Jan 102008
 

If anything, the road from Pai to Chiang Mai is even twistier and has more altitude changes than the road from Mae Hong Son to Pai. After about 90 minutes we stopped at a tea shop for another tasting and a brief glimpse into the tea-making process. Our proprietor poured a locally grown Chinese style black tea and a locally grown green tea (with a more Japanese character). In the back, a man was wilting tea leaves in a drum rotating over a fire. The leaves moved from one pile on the floor, into the drum and back out again, and then were swept into another pile on the floor. It was not obvious that this was something you would want in your mouth. Too late, we had already tasted. Anyway, there was little time to dally. A few purchases and we were on our way.


Around noon we stopped for lunch at one of the numerous open air lunch spots in the outskirts of Chiang Mai for a very (spicy) hot set of Isaan style dishes. These included the triumvirate of barbecued chicken, green papaya salad and sticky rice, and also a delicious barbecued pork. We also had three other salads, a pork “waterfall” salad, a pork larb with some hidden innards, and a bamboo shoot salad.

Chiang Mai

Located at the center of historic trading routes, Chiang Mai is Thailand’s handicrafts center. Our time here would be heavily devoted to shopping opportunities, including factory tours and the multi-block night bazaar. Of course, some eating would also be involved.

Our mouths burning, we set out for our first stop in the city of Chiang Mai, an orchid and butterfly exhibit. This stop was unusually touristy; there is no admission fee because apparently enough people eat here and purchase souvenirs to cover the cost of operating the facilities. I snapped lots of photos, but I was out of cash, and nothing in the shop justified borrowing money. Quite the opposite was the case at our next stop, the showroom at Mengrai Kilns. Filled with beautiful but mostly decorative pieces of crackle-glazed celadon ceramics, it was not difficult to find interesting items (e.g., serving plates) for purchase.

We checked into the Diamond RiverSide hotel, and I settled into a room on the tenth floor facing East over the river. I dropped off some clothes at a nearby laundry place. They don’t inventory the items or give you a receipt or even a number. I guess people here are too honest to accidentally pick up the wrong laundry? I headed up the street to the Post Office. Due to heavy traffic, I detoured a block over to a crosswalk and waited for the light. At some point, a countdown timer appeared, starting with 9 seconds. Although cross traffic has a red flashing light, most drivers interpreted this as a mere suggestion and whizzed on through the intersection. When I reached the spot on the Lonely Planet map where the Post Office should have been, there was a school; the Post Office was across the street. Much danger was involved in securing a box and getting it back onto our block. I ducked into an Internet place to check email, and found several trip members there. In addition to offering a good connection, the place sells beers. Ingenious. Eventually I made my way back and discovered that I already had enough items to fill my new box. Hmmm, I might need an upgrade.

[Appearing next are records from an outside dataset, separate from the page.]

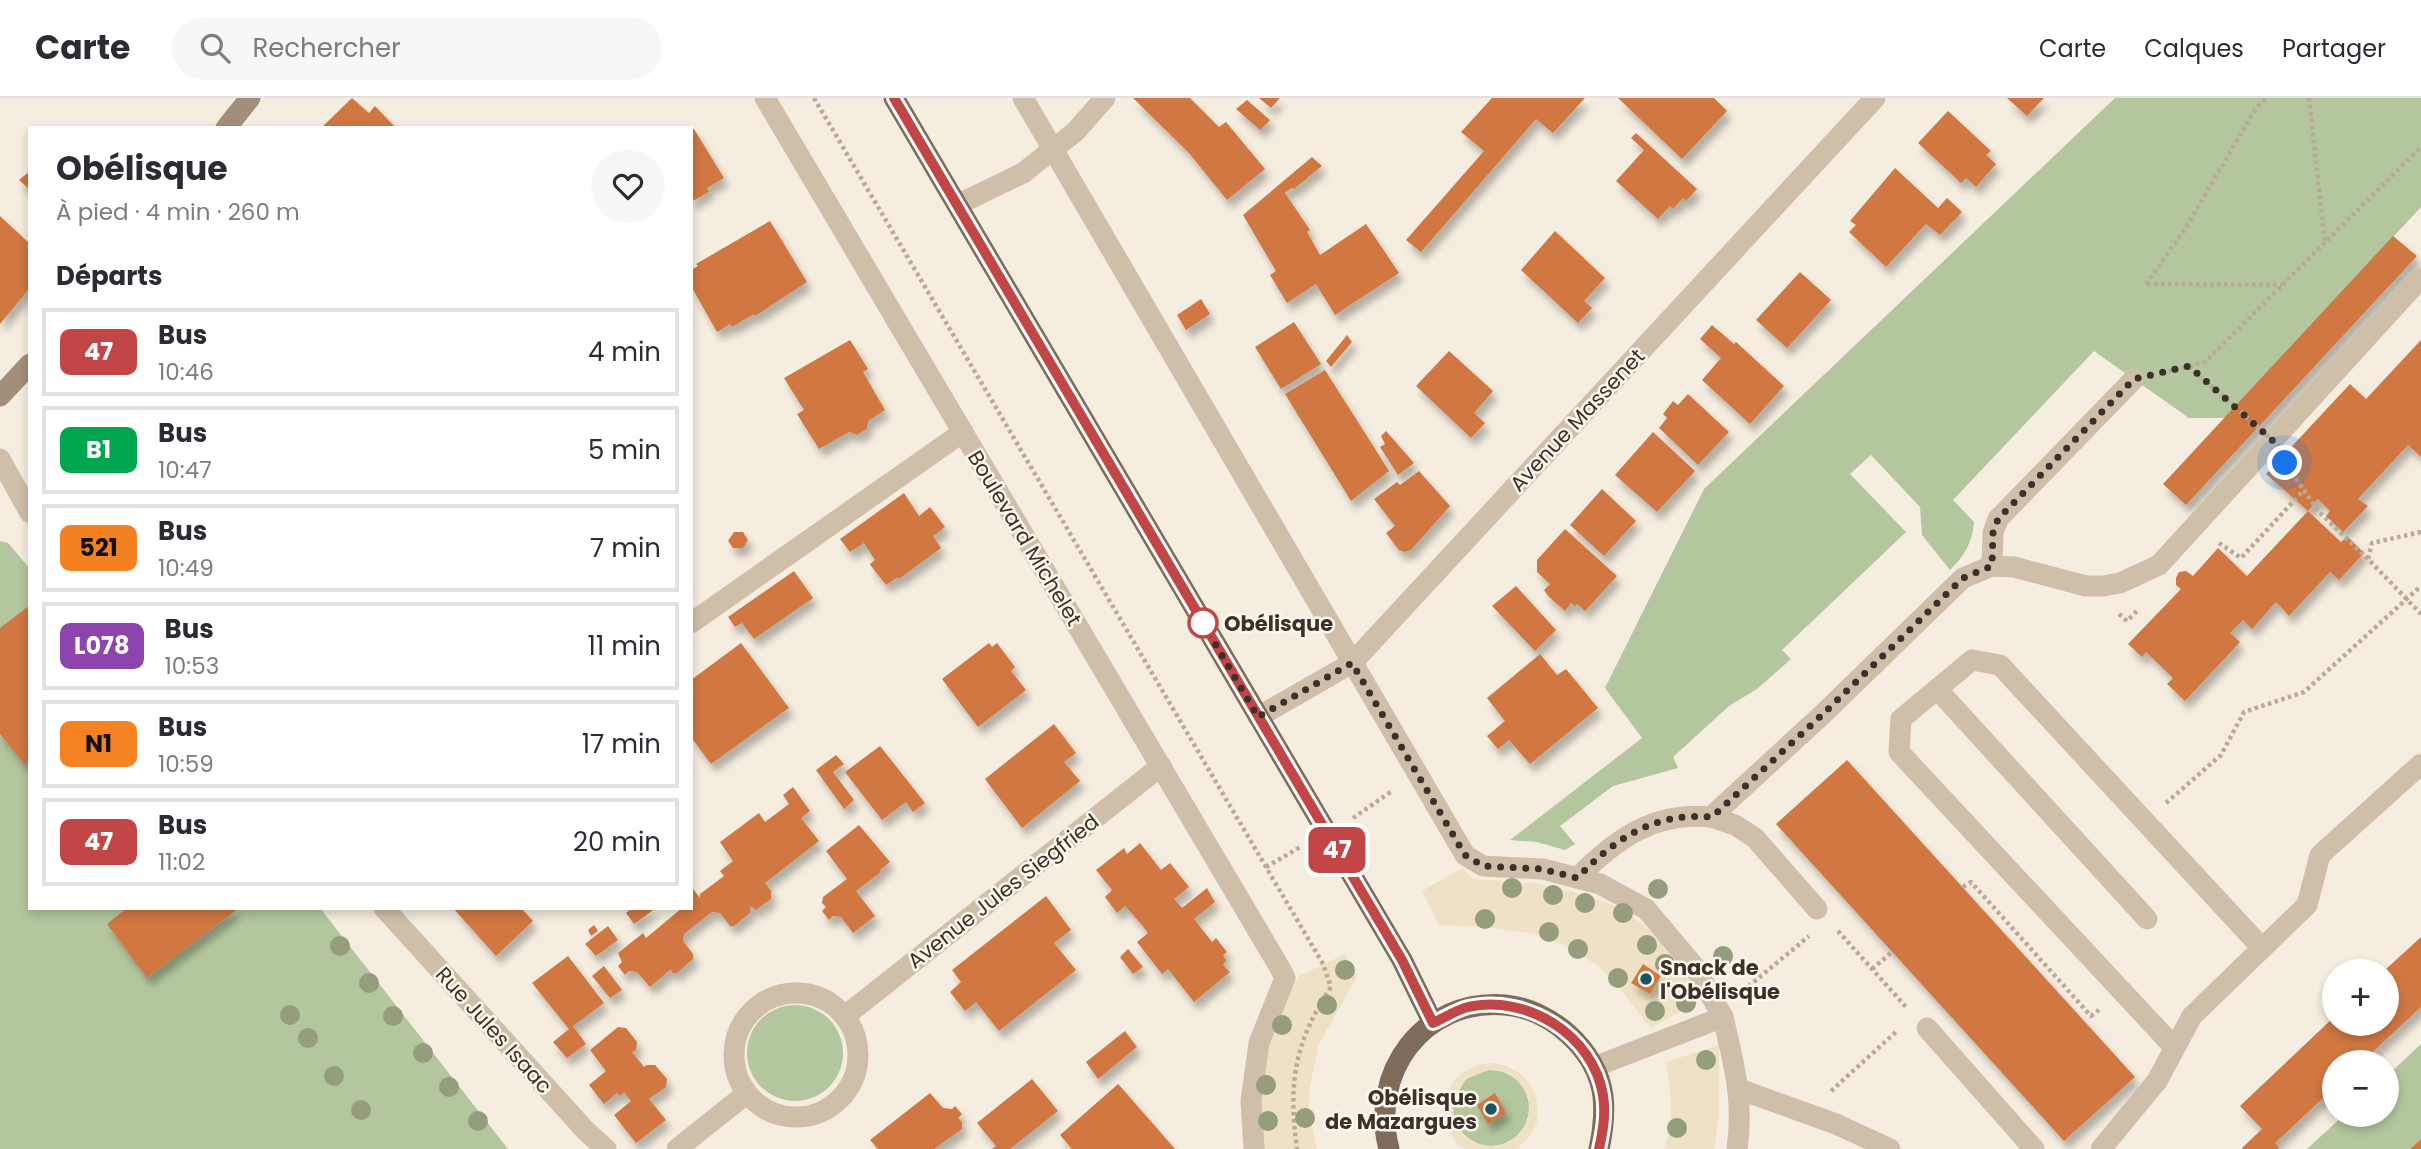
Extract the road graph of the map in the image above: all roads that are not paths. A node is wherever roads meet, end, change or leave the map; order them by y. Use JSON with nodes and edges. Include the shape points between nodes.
{"nodes":[{"id":1,"x":250,"y":98,"type":"edge"},
{"id":2,"x":765,"y":98,"type":"edge"},
{"id":3,"x":894,"y":98,"type":"edge"},
{"id":4,"x":1023,"y":98,"type":"edge"},
{"id":5,"x":1105,"y":98,"type":"edge"},
{"id":6,"x":1875,"y":98,"type":"edge"},
{"id":7,"x":228,"y":126,"type":"edge"},
{"id":8,"x":1053,"y":150,"type":"junction"},
{"id":9,"x":957,"y":205,"type":"junction"},
{"id":10,"x":2421,"y":278,"type":"edge"},
{"id":11,"x":28,"y":366,"type":"edge"},
{"id":12,"x":2134,"y":379,"type":"road end"},
{"id":13,"x":0,"y":396,"type":"edge"},
{"id":14,"x":963,"y":432,"type":"junction"},
{"id":15,"x":0,"y":458,"type":"edge"},
{"id":16,"x":28,"y":509,"type":"edge"},
{"id":17,"x":1992,"y":566,"type":"junction"},
{"id":18,"x":693,"y":622,"type":"edge"},
{"id":19,"x":1352,"y":663,"type":"junction"},
{"id":20,"x":1937,"y":689,"type":"junction"},
{"id":21,"x":1258,"y":717,"type":"junction"},
{"id":22,"x":2421,"y":764,"type":"edge"},
{"id":23,"x":1161,"y":766,"type":"junction"},
{"id":24,"x":1712,"y":817,"type":"junction"},
{"id":25,"x":1577,"y":878,"type":"junction"},
{"id":26,"x":386,"y":910,"type":"edge"},
{"id":27,"x":1818,"y":919,"type":"road end"},
{"id":28,"x":2147,"y":919,"type":"dead end"},
{"id":29,"x":2262,"y":948,"type":"junction"},
{"id":30,"x":1721,"y":1014,"type":"junction"},
{"id":31,"x":845,"y":1016,"type":"junction"},
{"id":32,"x":1920,"y":1022,"type":"road end"},
{"id":33,"x":1433,"y":1023,"type":"junction"},
{"id":34,"x":2174,"y":1047,"type":"junction"},
{"id":35,"x":1594,"y":1067,"type":"junction"},
{"id":36,"x":1739,"y":1089,"type":"junction"},
{"id":37,"x":746,"y":1094,"type":"junction"},
{"id":38,"x":606,"y":1149,"type":"edge"},
{"id":39,"x":677,"y":1149,"type":"edge"},
{"id":40,"x":1254,"y":1149,"type":"edge"},
{"id":41,"x":1389,"y":1149,"type":"edge"},
{"id":42,"x":1599,"y":1149,"type":"edge"},
{"id":43,"x":1737,"y":1149,"type":"edge"},
{"id":44,"x":1890,"y":1149,"type":"edge"},
{"id":45,"x":2034,"y":1149,"type":"edge"},
{"id":46,"x":2101,"y":1149,"type":"edge"}],
"edges":[{"from":1,"to":7,"type":"street"},
{"from":2,"to":14,"type":"street","name":"Boulevard Michelet"},
{"from":3,"to":9,"type":"main road"},
{"from":4,"to":8,"type":"street"},
{"from":5,"to":8,"type":"street"},
{"from":6,"to":19,"type":"street","name":"Avenue Massenet"},
{"from":8,"to":9,"type":"street","via":[[1023,173]]},
{"from":8,"to":19,"type":"street"},
{"from":9,"to":21,"type":"main road"},
{"from":10,"to":17,"type":"street","via":[[2159,565],[2103,586]]},
{"from":11,"to":13,"type":"street"},
{"from":12,"to":17,"type":"street","via":[[1998,519]]},
{"from":14,"to":18,"type":"street"},
{"from":14,"to":23,"type":"street","name":"Boulevard Michelet"},
{"from":15,"to":16,"type":"street"},
{"from":17,"to":24,"type":"street","via":[[1963,578]]},
{"from":19,"to":21,"type":"street","name":"Avenue Massenet"},
{"from":19,"to":25,"type":"street","via":[[1465,855],[1483,866],[1542,869]]},
{"from":20,"to":28,"type":"street"},
{"from":20,"to":29,"type":"street","via":[[1972,660],[2000,665]]},
{"from":20,"to":34,"type":"street","via":[[1901,719],[1899,752]]},
{"from":21,"to":33,"type":"main road","via":[[1402,960]]},
{"from":22,"to":29,"type":"street","via":[[2320,855],[2307,905]]},
{"from":23,"to":31,"type":"street","name":"Avenue Jules Siegfried"},
{"from":23,"to":40,"type":"street","name":"Boulevard Michelet","via":[[1284,978],[1259,1043],[1251,1101]]},
{"from":24,"to":25,"type":"street","via":[[1681,816],[1652,824],[1608,848]]},
{"from":24,"to":27,"type":"street","via":[[1755,838]]},
{"from":25,"to":30,"type":"street","via":[[1600,884],[1646,909],[1694,966]]},
{"from":26,"to":38,"type":"street","name":"Rue Jules Isaac"},
{"from":29,"to":34,"type":"street","via":[[2192,1016]]},
{"from":30,"to":35,"type":"street"},
{"from":30,"to":36,"type":"street"},
{"from":31,"to":37,"type":"street","via":[[811,994],[790,992],[753,1009],[734,1045],[734,1066]]},
{"from":31,"to":37,"type":"street","via":[[856,1034],[856,1075],[831,1108],[791,1118],[774,1114]]},
{"from":32,"to":45,"type":"street"},
{"from":33,"to":35,"type":"main road","via":[[1467,1007],[1505,1005],[1541,1015],[1562,1029]]},
{"from":33,"to":41,"type":"main road","via":[[1411,1041],[1395,1065],[1384,1120]]},
{"from":34,"to":46,"type":"street","via":[[2157,1081]]},
{"from":35,"to":42,"type":"main road","via":[[1603,1094]]},
{"from":36,"to":43,"type":"street"},
{"from":36,"to":44,"type":"street"},
{"from":37,"to":39,"type":"street"}]}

For dinner we headed next door to the Antique House restaurant. One of the advertised specials of the day was fried pork leg, which we had enjoyed on the Southern trip. This was not quite as good, but still, it’s hard to mess up a fried pork leg…

After dinner we headed to the night bazaar, which starts only a half block from the hotel. There are three large, relatively calm sections of the market, two in buildings and one in a parking lot. However, there also are vendor stalls lining both sides of the street in almost all directions. I later discovered that away from “our” alley, it is an ordeal getting down the sidewalk. In the older building, we perused antiques (some more recently manufactured and “antiqued” than others), along with clothing, contemporary handicrafts, and a bunch of junk. There are a few items I want to go back for, but as I had almost no cash, I was mostly conducting research.

Tired of shopping, and hot, I searched out a young coconut to drink. This was when I got stuck in the tourist traffic jam on the sidewalk, as we slowly wended our way past jewelry and t-shirt stands, solo vendors covered with merchandise, Burger King and McDonald’s. Finally, I ducked left down another alley into Anusarn Market. I found my coconut and was sipping it contentedly as I strolled when a massage vendor invited me into her pavilion. With eight seemingly satisfied customers and at least as many empty chairs, a big smile, and an excellent price, she sold me a one hour foot massage without too much difficulty. I got a recliner and my coconut got a stool, and the massage proceeded very much in public view. I sat across from a burger joint named Mike’s whose slogan is “Converting Vegetarians,” but actually business seemed slow in this little side market. I was happy to be away from the main action; tourists streamed by and took in the scene, and vice versa. I finally got home around 11:00, knowing we had a big day of shopping ahead. I rolled into bed with one clear priority for the morning: I had to find an ATM.